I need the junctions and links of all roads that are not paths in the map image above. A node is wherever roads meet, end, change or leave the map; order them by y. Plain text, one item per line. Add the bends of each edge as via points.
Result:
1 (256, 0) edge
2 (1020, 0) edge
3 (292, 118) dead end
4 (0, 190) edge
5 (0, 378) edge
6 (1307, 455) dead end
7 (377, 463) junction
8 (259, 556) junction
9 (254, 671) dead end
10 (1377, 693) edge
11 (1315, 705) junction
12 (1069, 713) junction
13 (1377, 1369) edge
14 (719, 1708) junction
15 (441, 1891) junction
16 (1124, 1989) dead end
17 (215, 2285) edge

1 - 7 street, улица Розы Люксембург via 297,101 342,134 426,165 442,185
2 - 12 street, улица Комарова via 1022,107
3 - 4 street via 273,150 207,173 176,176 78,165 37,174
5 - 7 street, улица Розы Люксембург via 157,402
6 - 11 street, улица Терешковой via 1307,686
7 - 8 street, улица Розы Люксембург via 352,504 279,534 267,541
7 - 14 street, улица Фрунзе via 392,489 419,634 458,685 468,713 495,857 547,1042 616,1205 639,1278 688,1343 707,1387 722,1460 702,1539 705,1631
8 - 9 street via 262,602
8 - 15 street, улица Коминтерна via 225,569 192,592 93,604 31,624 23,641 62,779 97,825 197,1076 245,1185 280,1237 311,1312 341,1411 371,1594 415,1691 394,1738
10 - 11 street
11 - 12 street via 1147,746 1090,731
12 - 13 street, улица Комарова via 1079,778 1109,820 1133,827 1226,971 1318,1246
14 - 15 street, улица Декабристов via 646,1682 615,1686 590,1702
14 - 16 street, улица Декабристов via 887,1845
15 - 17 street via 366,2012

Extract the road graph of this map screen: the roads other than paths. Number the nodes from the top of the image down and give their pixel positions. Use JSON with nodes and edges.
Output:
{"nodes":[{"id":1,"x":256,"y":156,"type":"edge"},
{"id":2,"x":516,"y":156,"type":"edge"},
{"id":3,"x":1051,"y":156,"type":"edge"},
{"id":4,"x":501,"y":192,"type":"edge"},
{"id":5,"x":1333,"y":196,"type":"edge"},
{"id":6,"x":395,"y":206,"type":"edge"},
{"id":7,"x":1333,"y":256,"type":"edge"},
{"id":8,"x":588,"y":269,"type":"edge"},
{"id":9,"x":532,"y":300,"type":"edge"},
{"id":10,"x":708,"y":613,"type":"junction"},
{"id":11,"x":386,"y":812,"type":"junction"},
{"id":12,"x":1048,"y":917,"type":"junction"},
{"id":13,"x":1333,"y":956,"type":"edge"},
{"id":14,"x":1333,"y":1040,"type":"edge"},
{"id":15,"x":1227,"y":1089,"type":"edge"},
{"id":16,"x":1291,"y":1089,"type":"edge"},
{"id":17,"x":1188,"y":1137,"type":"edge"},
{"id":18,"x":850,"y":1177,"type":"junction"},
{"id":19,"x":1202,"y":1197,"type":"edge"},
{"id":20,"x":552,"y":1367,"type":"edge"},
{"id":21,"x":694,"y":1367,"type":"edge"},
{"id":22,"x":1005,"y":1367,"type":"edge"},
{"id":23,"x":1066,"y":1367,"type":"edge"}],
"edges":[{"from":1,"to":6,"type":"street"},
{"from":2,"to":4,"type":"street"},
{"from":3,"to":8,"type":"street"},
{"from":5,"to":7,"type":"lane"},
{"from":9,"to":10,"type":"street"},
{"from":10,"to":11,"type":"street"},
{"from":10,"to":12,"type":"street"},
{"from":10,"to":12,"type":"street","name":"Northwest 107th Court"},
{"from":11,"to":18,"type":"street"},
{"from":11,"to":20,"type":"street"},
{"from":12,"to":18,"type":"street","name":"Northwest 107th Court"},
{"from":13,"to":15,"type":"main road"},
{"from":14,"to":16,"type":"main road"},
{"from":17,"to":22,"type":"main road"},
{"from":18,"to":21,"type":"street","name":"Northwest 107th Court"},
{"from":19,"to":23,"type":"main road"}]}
▬▬▬▬▬▬▬▬▬▬
Copy every line of the records above that holds the word "main".

{"from":13,"to":15,"type":"main road"},
{"from":14,"to":16,"type":"main road"},
{"from":17,"to":22,"type":"main road"},
{"from":19,"to":23,"type":"main road"}]}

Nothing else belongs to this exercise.